• WORK ORDER: Read the lines below, and copy any that contain the string "BERKELEY".

—————

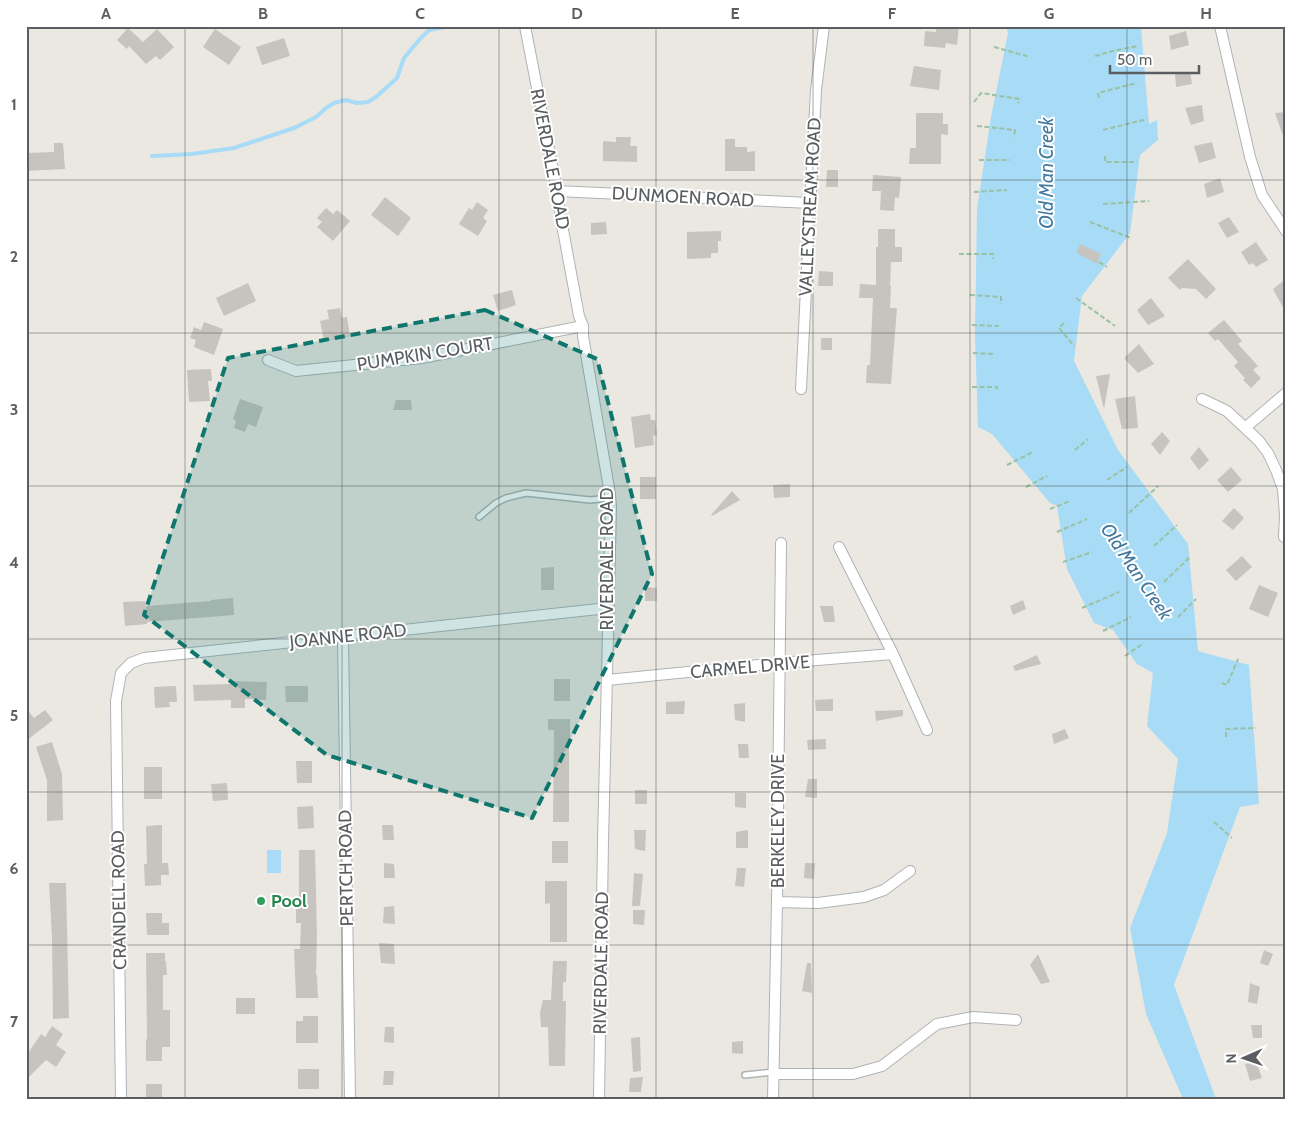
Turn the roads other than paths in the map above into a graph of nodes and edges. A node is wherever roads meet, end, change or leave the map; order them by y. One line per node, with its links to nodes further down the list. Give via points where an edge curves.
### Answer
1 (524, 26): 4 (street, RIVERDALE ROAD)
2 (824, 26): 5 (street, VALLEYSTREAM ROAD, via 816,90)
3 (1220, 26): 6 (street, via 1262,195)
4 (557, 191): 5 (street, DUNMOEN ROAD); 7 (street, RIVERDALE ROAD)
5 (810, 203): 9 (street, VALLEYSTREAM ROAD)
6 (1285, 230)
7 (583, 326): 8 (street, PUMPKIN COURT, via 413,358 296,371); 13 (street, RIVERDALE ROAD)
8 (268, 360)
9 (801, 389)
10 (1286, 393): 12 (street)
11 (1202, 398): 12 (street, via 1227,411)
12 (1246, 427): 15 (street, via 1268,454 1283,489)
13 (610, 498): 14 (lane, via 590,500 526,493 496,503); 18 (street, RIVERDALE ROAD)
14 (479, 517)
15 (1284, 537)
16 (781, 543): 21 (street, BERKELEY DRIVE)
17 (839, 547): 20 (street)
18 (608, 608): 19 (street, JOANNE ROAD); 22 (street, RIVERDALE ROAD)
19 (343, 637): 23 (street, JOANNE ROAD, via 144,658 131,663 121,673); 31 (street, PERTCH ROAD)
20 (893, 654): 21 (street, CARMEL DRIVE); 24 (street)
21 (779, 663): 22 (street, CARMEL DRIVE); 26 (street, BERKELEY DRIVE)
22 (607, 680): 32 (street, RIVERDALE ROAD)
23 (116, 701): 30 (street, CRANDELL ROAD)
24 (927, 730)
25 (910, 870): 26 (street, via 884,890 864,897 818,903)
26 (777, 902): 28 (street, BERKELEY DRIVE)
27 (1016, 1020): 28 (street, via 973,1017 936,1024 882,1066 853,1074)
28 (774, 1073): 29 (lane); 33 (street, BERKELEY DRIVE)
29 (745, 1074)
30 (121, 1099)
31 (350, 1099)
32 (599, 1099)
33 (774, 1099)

—————

• PROBLEM SOLUTION:
16 (781, 543): 21 (street, BERKELEY DRIVE)
21 (779, 663): 22 (street, CARMEL DRIVE); 26 (street, BERKELEY DRIVE)
26 (777, 902): 28 (street, BERKELEY DRIVE)
28 (774, 1073): 29 (lane); 33 (street, BERKELEY DRIVE)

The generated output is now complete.